There the king-fisher saw his plumage bright
Vying with fish of brilliant dye below;
Whose silken fins, and golden scalès light
Cast upward, through the waves, a ruby glow:
There saw the swan his neck of archèd snow,
And oared himself along with majesty;
Sparkled his jetty eyes; his feet did show
Beneath the waves like Afric’s ebony,
And on his back a fay reclined voluptuously.
Ah! could I tell the wonders of an isle
That in that fairest lake had placèd been,
I could e’en Dido of her grief beguile;
Or rob from aged Lear his bitter teen:
For sure so fair a place was never seen,
Of all that ever charmed romantic eye:
It seemed an emerald in the silver sheen
Of the bright waters; or as when on high,
Through clouds of fleecy white, laughs the cerulean sky.

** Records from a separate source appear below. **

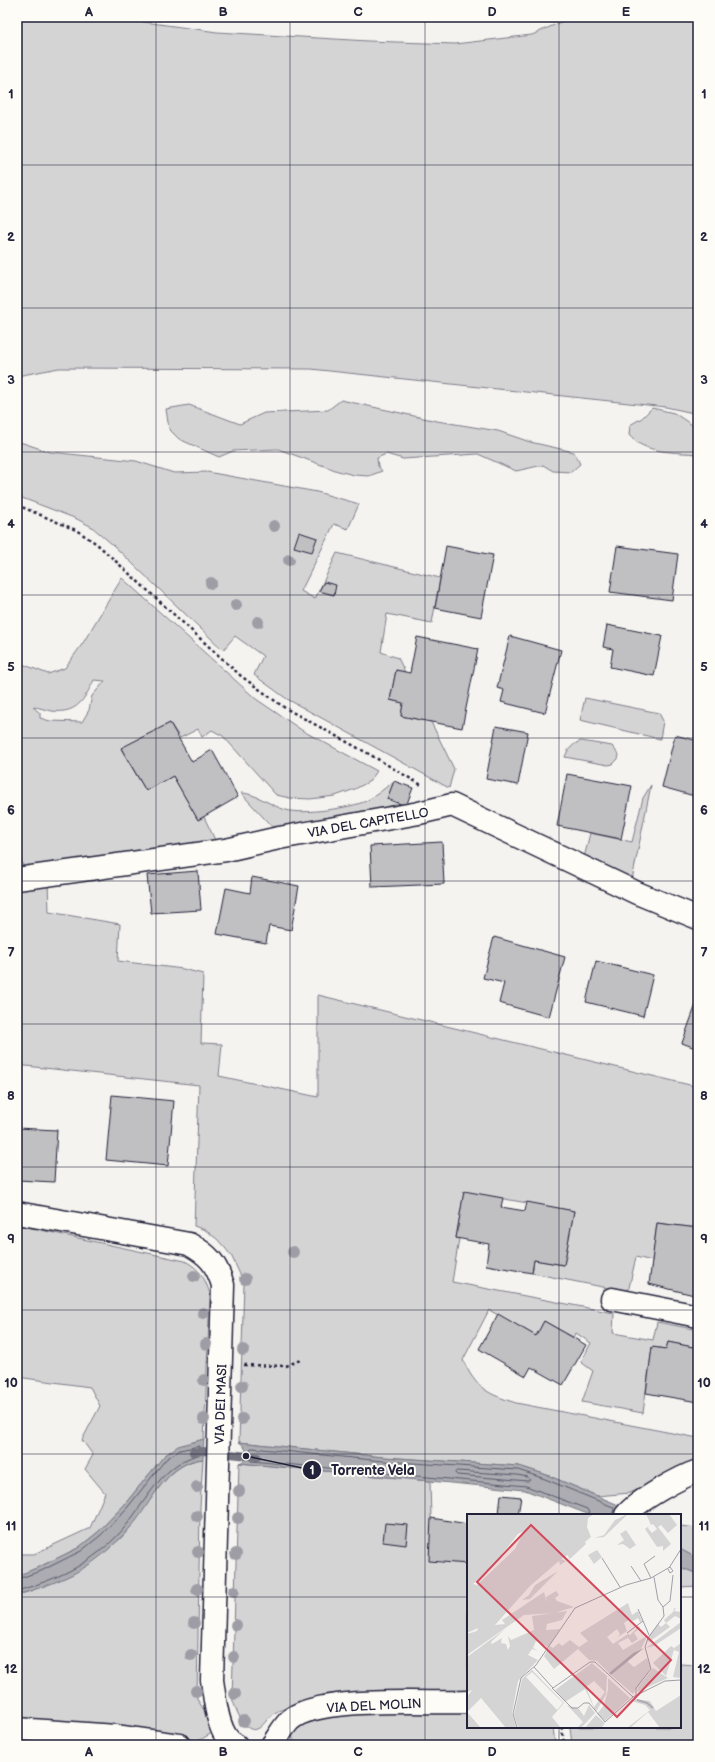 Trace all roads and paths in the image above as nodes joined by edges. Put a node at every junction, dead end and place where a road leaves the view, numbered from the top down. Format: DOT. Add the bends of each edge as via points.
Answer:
graph roads {
  1 [pos="17,505"];
  2 [pos="452,805"];
  3 [pos="17,879"];
  4 [pos="698,918"];
  5 [pos="17,1213"];
  6 [pos="612,1299"];
  7 [pos="698,1316"];
  8 [pos="300,1360"];
  9 [pos="222,1361"];
  10 [pos="698,1471"];
  11 [pos="627,1514"];
  12 [pos="467,1702"];
  13 [pos="562,1728"];
  14 [pos="17,1729"];
  15 [pos="230,1744"];
  16 [pos="179,1745"];
  17 [pos="272,1745"];
  18 [pos="564,1745"];
  1 -- 2 [label="path" via="76,530 97,544 241,676 285,708 369,754"];
  2 -- 3 [label="street, VIA DEL CAPITELLO" via="210,853"];
  2 -- 4 [label="street" via="637,893"];
  5 -- 9 [label="street, VIA DEI MASI" via="183,1243 206,1253 223,1285"];
  6 -- 7 [label="street"];
  8 -- 9 [label="path" via="286,1366 241,1365"];
  9 -- 15 [label="street, VIA DEI MASI" via="212,1680 218,1716"];
  10 -- 11 [label="street" via="639,1503"];
  12 -- 17 [label="street, VIA DEL MOLIN" via="339,1704 314,1709 291,1720"];
  13 -- 18 [label="path"];
  14 -- 16 [label="street" via="115,1736"];
}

And all around it dipped luxuriously
Slopings of verdure through the glossy tide,
Which, as it were in gentle amity,
Rippled deighted up the flowery side;
As if to glean the ruddy tears, it tried,
Which fell profusely from the rose-tree stem!
Haply it was the workings of its pride,
In strife to throw upon the shore a gem
Outvying all the buds in Flora’s diadem.